Here are some plays that are good, but they’ve been around for a while, so I’ve taken it upon myself to reboot them to keep them fresh, and maybe they’ll catch on.
Waiting for Godot
Dana and Tim are two best friends who probably used to date. They are fresh out of college twenty something selfish jerks who land jobs waiting tables at West Virginia’s most exclusive new restaurant, Godot’s. Tim lands in hot water with the local mob boss, Pozzo, when he can’t find the money to cover some outstanding gambling debts, so Dana comes up with a plan: Tim will invite Pozzo to a free meal at Godot’s, and Dana will poison his meal. Matters get complicated when Pozzo’s lieutenants, after figuring out that Dana was responsible for Pozzo’s death, approach Dana to be their new boss.
A Streetcar Named Desire
Mickey Donovan (“Mickey the Don” to his friends) has the fastest hot rod in New Light City. He’s the coolest kid in school, he’s got the super-hot Tawny Rome going steady with him, and he’s never lost a race. When Alice MacAllister moves into town, Mickey can’t stand her. She’s tough, rides around in her own souped up Cadillac, and unlike Mickey, she has an actual criminal record. The two butt heads all year, and inevitably Mickey realizes that he’s fallen for Alice. As he heads over to Alice’s apartment to tell her how he feels, he sees Alice and Tawny making out on the fire escape. Filled with rage and regret, Mickey goes for a drive to clear his head. He finally understands that all his macho posturing was the only way he knew how to deal with the cruelties of a life filled with hollow relationships, and he makes a vow to be true to himself. Later at a stop-light, Alice pulls her cadillac up next to Mickey’s hot rod. Mickey turns to see her pulling out a gun aimed at his face. A gunshot rings through the streets as the lights quickly cut out.

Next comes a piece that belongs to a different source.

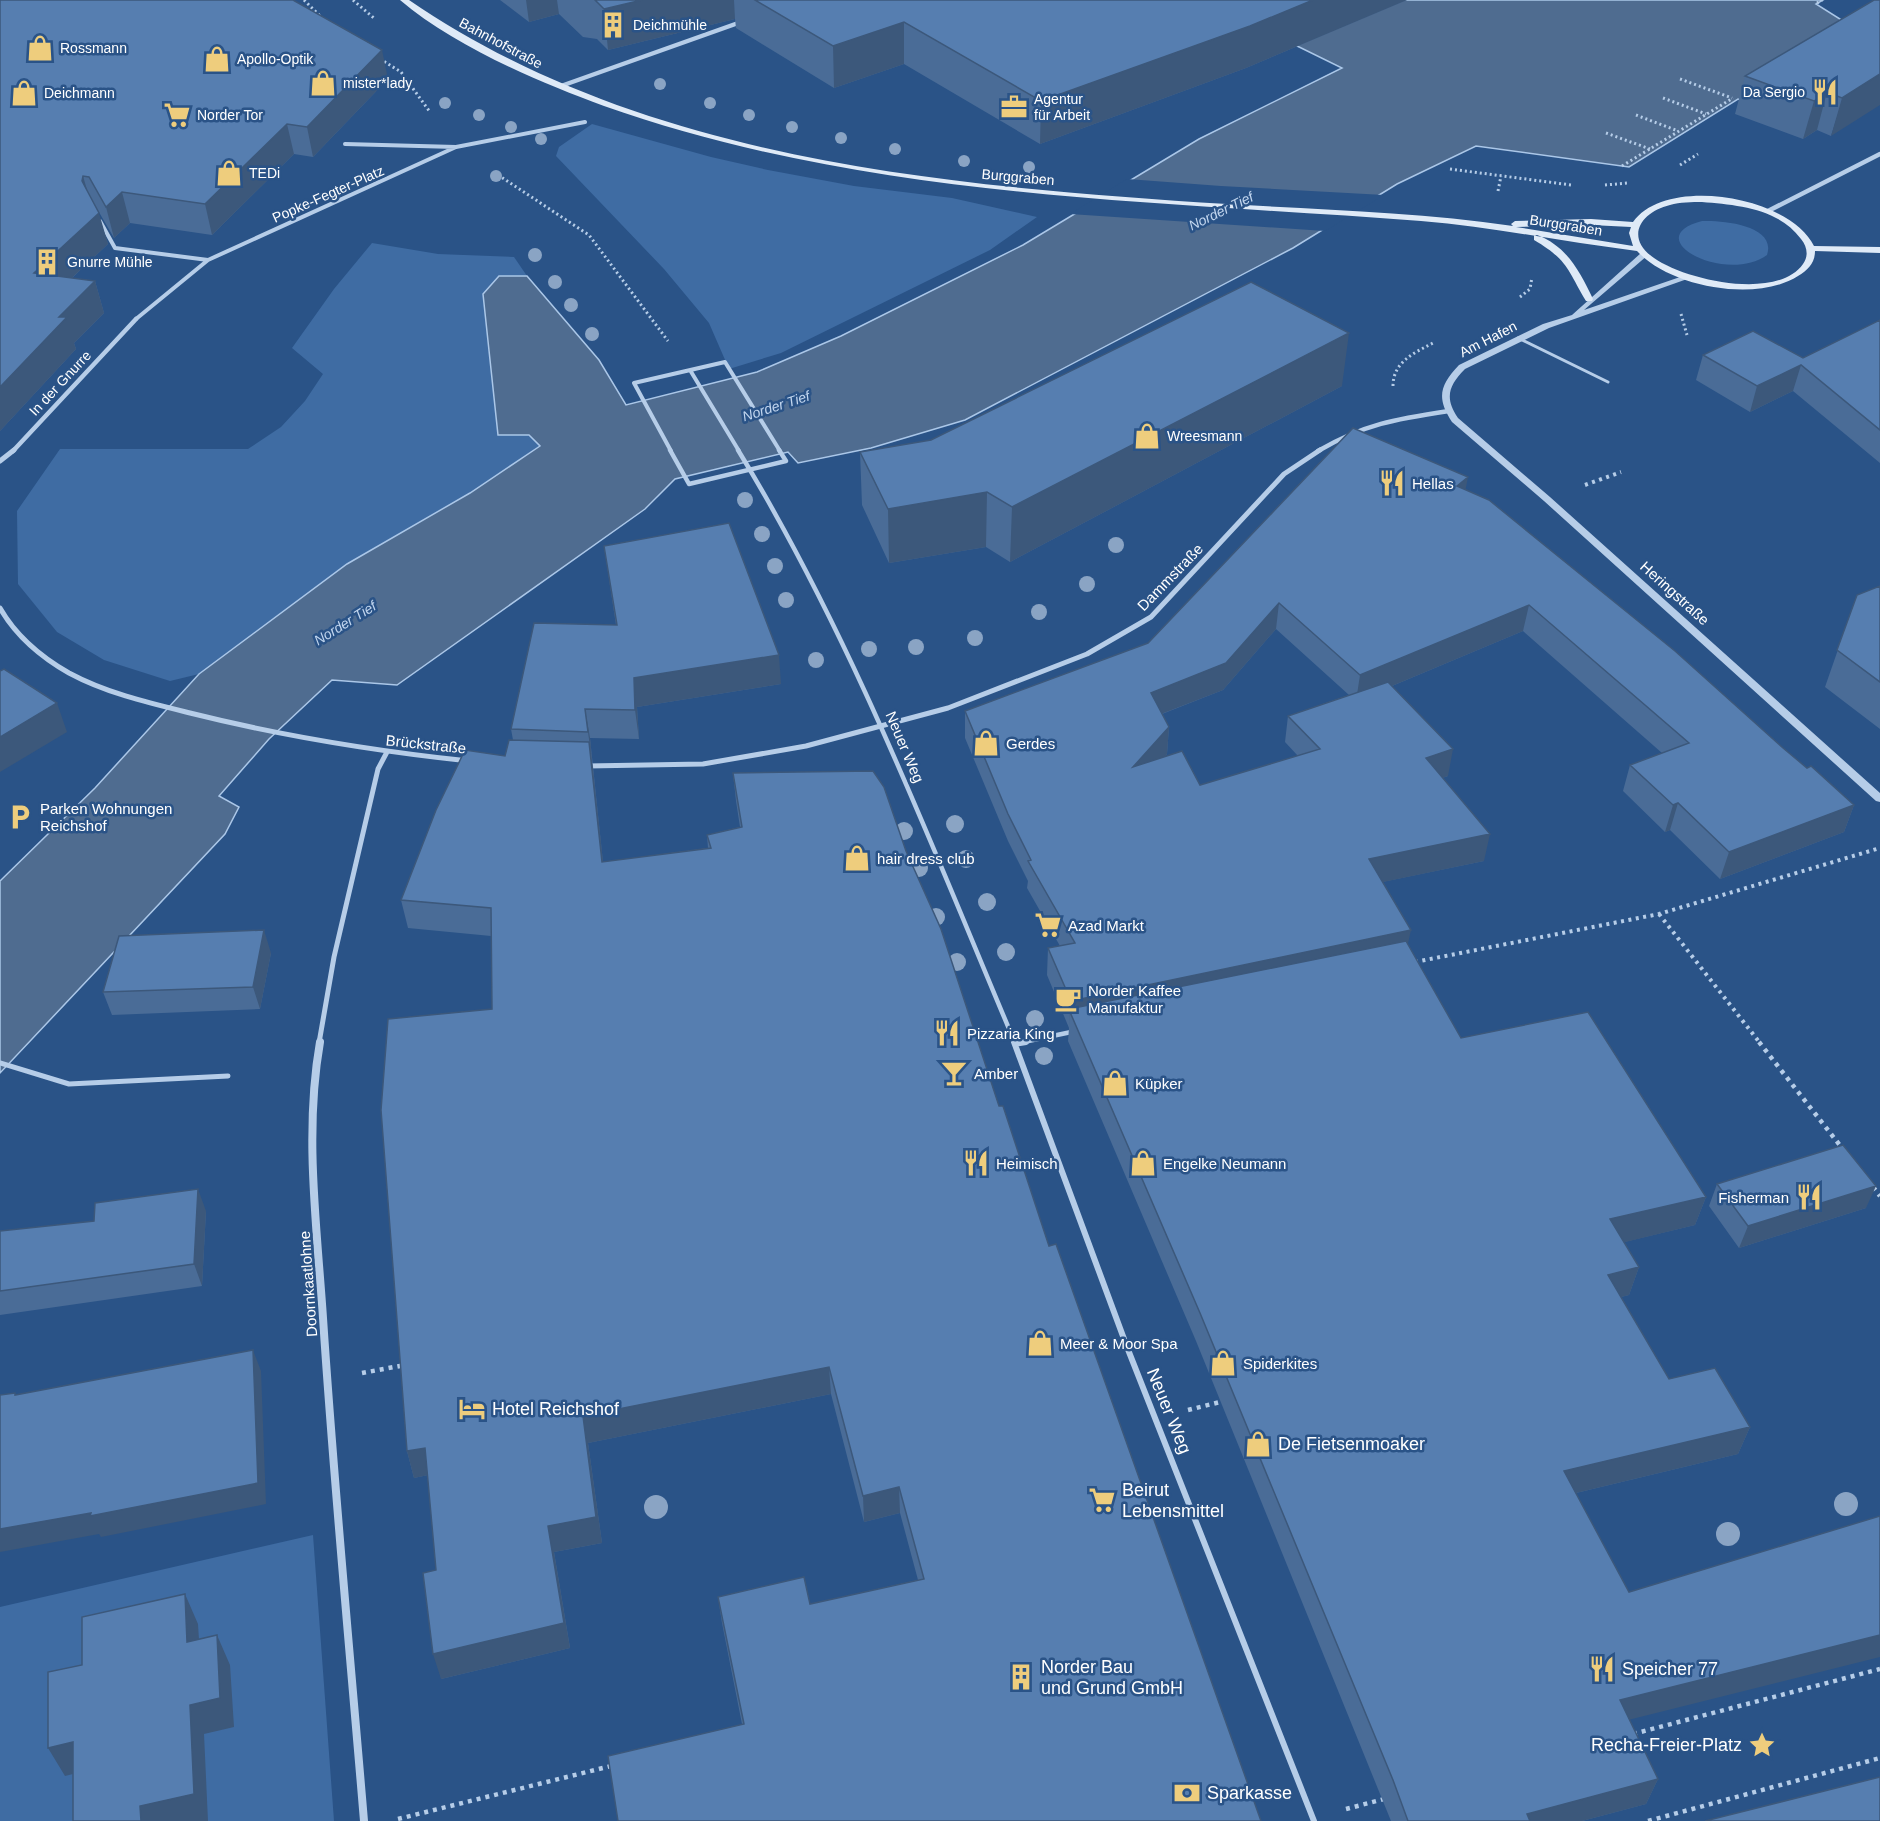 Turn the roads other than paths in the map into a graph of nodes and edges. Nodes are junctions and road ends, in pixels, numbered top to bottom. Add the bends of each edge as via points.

Rosencrantz and Guildenstern are Dead
Set at the funeral for two friends of a really famous celebrity, it’s basically like an episode of Entourage, but at a funeral for the fat friend and the older Dillon brother. The two main dudes talk about how much they’ll miss their two friends, but in the process they realize that they didn’t know their friends at all. The realization that you can spend so much time with some people and never really know them at all drives the two main dudes straight into an existential crisis wherein they understand that the only moment anyone can ever know anyone is in the now. They cast off their expensive designer suits and they run off into the Hollywood hills where they kiss passionately as the lights fade around them.